Knowledge Pyramid Construction for Multi-Level Retrieval-Augmented Generation
Rubing Chen, Xulu Zhang, Jiaxin Wu, Wenqi Fan, Xiao-Yong Wei, Qing Li

TL;DR
This paper introduces a multi-layer knowledge pyramid for retrieval-augmented generation to improve answer precision, employing cross-layer techniques and benchmarks, significantly enhancing GPT-4's performance.
Contribution
It proposes a novel multi-layer knowledge pyramid framework with dynamic updates and filtering, advancing retrieval-augmented generation methods.
Findings
Outperforms 19 state-of-the-art methods in experiments.
Achieves 395% F1 score improvement on GPT-4.
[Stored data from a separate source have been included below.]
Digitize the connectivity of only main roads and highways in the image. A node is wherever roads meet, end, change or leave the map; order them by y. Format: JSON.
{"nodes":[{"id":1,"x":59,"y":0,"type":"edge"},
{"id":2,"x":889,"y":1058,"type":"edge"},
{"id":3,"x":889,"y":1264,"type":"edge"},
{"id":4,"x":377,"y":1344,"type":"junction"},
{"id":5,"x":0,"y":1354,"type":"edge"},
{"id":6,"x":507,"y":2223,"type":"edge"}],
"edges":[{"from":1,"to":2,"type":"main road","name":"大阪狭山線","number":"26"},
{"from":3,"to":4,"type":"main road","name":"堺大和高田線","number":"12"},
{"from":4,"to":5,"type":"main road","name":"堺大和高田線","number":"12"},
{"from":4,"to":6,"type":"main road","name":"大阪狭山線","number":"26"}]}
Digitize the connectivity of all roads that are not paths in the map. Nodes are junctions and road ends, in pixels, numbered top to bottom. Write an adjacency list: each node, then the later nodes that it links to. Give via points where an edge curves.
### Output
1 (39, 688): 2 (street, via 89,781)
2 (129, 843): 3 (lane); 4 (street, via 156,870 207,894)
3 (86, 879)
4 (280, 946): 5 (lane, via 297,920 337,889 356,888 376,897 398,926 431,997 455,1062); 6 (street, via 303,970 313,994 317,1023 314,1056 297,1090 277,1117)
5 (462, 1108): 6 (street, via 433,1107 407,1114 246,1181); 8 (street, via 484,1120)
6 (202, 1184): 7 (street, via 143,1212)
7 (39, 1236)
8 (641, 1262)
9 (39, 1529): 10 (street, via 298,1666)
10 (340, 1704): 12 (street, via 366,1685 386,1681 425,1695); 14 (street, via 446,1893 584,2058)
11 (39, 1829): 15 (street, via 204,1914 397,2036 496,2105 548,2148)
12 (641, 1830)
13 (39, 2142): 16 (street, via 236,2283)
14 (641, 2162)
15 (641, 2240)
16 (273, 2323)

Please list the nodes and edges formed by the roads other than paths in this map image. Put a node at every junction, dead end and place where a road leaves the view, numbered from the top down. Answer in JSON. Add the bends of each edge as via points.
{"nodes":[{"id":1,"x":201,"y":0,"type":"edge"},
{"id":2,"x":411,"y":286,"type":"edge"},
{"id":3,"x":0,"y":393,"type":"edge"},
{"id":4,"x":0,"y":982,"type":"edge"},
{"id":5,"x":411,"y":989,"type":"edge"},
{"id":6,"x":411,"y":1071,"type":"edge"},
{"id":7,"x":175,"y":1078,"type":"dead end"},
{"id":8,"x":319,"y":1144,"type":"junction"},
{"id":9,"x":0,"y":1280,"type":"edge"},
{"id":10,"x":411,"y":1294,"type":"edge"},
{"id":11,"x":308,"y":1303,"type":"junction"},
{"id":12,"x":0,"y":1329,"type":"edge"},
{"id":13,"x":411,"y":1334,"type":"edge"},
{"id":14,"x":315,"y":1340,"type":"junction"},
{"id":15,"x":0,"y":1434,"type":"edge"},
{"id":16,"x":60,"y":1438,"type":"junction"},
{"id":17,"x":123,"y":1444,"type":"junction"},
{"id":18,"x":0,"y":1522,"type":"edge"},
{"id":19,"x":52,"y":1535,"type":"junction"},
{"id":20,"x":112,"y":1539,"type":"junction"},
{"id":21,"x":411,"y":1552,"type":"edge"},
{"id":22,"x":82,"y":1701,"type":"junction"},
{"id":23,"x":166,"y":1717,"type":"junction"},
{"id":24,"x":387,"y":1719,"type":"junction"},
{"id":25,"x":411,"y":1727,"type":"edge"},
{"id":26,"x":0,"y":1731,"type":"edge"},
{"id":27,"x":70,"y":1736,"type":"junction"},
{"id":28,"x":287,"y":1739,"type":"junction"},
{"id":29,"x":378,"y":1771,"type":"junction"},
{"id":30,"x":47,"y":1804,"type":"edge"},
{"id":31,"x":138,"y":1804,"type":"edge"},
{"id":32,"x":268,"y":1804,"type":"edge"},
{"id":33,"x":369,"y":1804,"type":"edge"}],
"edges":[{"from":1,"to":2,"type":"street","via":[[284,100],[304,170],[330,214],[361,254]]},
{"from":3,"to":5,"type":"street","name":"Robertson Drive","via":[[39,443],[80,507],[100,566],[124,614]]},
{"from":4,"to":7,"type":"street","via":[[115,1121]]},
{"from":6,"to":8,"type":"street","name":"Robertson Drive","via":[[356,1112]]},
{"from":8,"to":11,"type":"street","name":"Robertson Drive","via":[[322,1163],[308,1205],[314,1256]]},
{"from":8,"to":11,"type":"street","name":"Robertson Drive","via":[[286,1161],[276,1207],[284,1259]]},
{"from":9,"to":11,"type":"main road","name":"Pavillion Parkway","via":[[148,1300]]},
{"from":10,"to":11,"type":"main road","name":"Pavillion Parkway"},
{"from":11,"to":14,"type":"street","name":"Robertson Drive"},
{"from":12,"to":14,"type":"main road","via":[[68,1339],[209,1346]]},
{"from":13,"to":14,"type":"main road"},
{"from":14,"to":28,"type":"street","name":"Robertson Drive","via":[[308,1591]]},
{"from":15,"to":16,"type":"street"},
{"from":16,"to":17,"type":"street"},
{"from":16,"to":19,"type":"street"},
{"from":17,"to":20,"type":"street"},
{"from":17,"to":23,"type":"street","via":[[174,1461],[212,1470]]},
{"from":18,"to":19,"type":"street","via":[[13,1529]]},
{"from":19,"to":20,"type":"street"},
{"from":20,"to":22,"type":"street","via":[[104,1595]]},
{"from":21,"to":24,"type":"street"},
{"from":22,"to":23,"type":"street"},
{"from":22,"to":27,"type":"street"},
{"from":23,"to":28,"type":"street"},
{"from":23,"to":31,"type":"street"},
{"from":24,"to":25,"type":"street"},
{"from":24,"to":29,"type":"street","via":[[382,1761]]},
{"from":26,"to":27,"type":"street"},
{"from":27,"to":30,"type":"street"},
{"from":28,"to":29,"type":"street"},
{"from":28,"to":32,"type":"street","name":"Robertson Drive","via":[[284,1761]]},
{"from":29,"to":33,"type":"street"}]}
Introduces two domain-specific knowledge retrieval benchmarks.
Abstract
This paper addresses the need for improved precision in existing knowledge-enhanced question-answering frameworks, specifically Retrieval-Augmented Generation (RAG) methods that primarily focus on enhancing recall. We propose a multi-layer knowledge pyramid approach within the RAG framework to achieve a better balance between precision and recall. The knowledge pyramid consists of three layers: Ontologies, Knowledge Graphs (KGs), and chunk-based raw text. We employ cross-layer augmentation techniques for comprehensive knowledge coverage and dynamic updates of the Ontology schema and instances. To ensure compactness, we utilize cross-layer filtering methods for knowledge condensation in KGs. Our approach, named PolyRAG, follows a waterfall model for retrieval, starting from the top of the pyramid and progressing down until a confident answer is obtained. We introduce two benchmarks for…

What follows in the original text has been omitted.